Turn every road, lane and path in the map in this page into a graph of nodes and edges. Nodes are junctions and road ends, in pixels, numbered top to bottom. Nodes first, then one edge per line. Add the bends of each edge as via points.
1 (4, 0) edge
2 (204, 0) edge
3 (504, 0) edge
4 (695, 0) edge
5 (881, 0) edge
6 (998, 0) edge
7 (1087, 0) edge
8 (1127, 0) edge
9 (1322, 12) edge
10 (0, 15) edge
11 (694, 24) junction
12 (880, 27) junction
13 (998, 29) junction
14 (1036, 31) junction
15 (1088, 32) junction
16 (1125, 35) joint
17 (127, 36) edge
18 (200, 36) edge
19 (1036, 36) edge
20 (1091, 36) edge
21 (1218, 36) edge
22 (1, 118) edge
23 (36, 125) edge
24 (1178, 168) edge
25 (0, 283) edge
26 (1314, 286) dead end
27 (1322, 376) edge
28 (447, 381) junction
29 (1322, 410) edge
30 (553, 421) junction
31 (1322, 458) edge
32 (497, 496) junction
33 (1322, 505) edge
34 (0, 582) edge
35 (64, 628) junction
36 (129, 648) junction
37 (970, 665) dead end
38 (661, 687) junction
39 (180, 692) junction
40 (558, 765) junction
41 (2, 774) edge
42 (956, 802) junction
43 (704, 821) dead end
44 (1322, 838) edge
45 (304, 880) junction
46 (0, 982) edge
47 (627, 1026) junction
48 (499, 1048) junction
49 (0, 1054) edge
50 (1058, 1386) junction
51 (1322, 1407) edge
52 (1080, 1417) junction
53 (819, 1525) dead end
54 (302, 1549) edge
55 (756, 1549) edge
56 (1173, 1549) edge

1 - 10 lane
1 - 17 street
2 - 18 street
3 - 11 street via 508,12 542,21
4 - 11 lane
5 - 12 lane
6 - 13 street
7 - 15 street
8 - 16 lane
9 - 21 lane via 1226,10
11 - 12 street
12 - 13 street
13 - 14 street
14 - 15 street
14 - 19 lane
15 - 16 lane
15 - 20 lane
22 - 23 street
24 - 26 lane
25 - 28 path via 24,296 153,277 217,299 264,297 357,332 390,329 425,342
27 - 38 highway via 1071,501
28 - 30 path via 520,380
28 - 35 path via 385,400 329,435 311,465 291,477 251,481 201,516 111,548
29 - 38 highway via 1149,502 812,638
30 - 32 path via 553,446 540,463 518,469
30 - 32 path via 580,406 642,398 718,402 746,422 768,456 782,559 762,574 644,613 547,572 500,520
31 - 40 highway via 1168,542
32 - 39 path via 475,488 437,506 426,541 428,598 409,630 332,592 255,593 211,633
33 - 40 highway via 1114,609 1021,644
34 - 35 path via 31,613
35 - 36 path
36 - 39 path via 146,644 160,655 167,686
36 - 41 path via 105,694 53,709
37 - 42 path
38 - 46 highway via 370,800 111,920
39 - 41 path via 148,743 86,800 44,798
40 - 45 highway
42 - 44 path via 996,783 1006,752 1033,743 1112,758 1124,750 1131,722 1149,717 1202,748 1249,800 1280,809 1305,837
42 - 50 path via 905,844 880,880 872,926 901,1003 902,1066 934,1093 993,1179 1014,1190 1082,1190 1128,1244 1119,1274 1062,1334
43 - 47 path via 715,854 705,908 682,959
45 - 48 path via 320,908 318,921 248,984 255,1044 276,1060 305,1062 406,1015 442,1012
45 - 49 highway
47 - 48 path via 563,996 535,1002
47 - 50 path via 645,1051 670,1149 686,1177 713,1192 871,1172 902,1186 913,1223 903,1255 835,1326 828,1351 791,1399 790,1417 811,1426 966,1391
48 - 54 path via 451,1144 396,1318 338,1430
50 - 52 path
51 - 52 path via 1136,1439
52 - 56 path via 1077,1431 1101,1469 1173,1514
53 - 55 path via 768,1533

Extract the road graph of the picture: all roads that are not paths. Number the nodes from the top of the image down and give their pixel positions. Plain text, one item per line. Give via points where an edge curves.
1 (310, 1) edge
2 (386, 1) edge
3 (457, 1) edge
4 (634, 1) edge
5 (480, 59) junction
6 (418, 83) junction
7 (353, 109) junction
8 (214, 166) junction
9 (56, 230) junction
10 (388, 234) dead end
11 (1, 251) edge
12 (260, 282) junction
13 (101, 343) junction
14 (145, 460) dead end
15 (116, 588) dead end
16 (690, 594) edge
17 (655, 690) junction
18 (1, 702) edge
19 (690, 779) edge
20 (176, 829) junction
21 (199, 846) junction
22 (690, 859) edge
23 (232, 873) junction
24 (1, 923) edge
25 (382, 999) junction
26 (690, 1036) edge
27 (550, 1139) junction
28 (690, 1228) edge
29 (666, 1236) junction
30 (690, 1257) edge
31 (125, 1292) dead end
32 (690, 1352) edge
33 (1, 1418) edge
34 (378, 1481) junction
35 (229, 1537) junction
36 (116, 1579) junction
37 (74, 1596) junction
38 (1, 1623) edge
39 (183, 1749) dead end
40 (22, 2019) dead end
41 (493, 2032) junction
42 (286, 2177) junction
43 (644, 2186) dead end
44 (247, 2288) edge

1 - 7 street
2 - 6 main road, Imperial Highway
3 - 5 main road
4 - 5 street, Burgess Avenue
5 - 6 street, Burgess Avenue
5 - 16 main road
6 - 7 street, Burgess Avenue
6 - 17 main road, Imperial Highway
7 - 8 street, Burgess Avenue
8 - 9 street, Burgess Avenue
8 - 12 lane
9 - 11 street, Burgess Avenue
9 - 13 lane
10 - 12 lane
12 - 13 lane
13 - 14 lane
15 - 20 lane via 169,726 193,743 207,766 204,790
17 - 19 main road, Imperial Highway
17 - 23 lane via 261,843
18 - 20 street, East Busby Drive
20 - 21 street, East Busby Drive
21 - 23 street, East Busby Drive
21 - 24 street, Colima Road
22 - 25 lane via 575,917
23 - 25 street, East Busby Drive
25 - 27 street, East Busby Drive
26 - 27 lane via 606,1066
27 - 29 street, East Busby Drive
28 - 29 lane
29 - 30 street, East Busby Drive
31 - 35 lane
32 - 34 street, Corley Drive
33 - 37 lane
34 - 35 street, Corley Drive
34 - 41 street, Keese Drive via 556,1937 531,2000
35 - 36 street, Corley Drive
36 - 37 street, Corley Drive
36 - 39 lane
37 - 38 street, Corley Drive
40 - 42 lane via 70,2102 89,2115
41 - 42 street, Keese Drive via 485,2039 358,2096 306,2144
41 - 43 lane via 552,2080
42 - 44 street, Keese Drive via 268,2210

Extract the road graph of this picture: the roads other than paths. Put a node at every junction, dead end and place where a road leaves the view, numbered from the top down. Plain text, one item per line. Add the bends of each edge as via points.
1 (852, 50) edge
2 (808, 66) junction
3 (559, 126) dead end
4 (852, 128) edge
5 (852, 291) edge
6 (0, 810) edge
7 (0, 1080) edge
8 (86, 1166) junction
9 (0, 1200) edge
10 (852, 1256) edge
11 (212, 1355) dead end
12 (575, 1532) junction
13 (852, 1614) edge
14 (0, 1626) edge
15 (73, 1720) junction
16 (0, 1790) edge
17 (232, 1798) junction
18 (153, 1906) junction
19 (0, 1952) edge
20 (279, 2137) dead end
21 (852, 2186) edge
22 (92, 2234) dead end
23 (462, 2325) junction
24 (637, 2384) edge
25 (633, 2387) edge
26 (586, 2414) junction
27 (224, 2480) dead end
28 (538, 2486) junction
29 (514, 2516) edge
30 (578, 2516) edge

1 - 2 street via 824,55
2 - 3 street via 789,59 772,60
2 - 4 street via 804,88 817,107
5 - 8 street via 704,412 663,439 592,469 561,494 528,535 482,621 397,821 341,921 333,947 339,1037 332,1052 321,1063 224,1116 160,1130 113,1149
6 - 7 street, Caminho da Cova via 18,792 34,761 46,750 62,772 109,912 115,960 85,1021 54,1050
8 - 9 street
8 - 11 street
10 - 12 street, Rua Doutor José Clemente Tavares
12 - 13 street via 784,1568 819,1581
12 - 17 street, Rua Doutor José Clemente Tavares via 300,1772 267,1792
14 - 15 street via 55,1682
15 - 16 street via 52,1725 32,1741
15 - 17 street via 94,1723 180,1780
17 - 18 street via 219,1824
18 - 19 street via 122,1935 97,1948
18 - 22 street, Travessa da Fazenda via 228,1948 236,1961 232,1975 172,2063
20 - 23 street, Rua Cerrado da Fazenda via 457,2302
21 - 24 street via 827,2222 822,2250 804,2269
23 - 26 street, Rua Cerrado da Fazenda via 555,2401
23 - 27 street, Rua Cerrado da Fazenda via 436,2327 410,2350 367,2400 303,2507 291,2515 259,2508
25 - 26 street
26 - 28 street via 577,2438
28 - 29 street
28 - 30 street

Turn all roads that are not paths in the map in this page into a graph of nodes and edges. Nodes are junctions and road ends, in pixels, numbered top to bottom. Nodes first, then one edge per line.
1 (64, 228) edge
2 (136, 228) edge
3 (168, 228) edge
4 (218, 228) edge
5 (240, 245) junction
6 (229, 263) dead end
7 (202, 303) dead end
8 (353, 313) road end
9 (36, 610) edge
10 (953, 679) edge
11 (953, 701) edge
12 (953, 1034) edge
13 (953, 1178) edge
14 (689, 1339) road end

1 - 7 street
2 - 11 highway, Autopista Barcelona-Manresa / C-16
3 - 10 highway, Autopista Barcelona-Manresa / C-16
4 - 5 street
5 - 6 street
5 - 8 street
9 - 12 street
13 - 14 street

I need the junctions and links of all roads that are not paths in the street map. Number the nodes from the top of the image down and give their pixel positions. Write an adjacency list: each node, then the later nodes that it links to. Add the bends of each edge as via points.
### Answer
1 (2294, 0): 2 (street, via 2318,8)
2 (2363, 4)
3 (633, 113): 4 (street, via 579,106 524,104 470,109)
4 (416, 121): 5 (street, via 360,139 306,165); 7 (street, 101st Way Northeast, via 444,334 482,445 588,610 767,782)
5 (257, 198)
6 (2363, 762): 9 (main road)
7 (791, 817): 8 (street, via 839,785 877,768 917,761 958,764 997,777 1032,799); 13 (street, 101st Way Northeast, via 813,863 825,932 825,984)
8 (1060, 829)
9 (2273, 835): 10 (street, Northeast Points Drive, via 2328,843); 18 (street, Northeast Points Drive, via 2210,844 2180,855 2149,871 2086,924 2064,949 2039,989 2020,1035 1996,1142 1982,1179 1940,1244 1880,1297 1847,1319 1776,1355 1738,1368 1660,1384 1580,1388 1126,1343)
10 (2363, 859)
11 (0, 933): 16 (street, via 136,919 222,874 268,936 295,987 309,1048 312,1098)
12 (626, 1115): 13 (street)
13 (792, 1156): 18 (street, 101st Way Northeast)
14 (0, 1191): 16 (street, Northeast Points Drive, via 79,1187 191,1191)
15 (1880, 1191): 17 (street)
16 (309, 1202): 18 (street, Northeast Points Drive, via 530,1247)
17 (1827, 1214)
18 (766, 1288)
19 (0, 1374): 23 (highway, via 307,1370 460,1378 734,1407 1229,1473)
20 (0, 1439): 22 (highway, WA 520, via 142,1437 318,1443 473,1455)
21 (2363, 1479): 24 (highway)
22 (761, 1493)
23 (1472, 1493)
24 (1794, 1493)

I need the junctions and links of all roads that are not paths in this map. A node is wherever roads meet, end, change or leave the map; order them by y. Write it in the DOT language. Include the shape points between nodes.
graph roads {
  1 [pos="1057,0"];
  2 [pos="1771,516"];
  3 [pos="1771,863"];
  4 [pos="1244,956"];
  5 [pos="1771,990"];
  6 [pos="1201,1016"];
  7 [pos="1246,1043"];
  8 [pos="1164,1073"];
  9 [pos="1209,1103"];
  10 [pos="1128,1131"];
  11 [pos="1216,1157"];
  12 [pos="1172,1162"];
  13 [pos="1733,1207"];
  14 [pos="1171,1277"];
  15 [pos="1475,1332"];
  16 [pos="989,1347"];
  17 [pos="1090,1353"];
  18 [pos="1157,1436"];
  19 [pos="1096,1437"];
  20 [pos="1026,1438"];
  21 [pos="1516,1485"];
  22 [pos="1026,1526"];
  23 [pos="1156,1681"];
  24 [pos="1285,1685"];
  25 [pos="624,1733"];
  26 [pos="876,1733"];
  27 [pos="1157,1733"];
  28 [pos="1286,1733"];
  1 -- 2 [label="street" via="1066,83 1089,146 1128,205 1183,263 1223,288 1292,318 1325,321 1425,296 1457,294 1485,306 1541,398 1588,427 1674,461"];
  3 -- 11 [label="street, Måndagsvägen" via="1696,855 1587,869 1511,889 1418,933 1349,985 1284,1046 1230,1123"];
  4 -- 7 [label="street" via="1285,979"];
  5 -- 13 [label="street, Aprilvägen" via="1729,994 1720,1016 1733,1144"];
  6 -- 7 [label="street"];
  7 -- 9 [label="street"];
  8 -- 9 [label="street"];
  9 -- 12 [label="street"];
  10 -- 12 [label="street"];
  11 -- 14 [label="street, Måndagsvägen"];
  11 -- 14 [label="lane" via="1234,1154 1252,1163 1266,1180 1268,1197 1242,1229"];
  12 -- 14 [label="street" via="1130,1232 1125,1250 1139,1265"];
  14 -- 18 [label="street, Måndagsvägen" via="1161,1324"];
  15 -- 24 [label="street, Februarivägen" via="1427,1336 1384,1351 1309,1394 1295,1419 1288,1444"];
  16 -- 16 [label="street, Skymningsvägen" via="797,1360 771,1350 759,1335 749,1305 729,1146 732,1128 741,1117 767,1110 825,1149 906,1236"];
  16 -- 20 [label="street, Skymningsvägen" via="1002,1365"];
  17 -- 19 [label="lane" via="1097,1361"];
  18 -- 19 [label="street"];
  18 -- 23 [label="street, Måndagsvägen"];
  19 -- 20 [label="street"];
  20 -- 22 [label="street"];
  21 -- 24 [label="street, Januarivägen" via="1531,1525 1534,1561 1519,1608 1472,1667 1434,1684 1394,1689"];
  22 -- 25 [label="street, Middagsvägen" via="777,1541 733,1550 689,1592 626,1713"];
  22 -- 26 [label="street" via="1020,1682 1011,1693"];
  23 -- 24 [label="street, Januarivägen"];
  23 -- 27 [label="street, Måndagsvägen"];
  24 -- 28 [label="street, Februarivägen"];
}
____
EXERCISE AIM:
From the entries, copy every line in which the string "Write" can be found.

RESULT OF THIS EXERCISE:
I need the junctions and links of all roads that are not paths in the street map. Number the nodes from the top of the image down and give their pixel positions. Write an adjacency list: each node, then the later nodes that it links to. Add the bends of each edge as via points.
I need the junctions and links of all roads that are not paths in this map. A node is wherever roads meet, end, change or leave the map; order them by y. Write it in the DOT language. Include the shape points between nodes.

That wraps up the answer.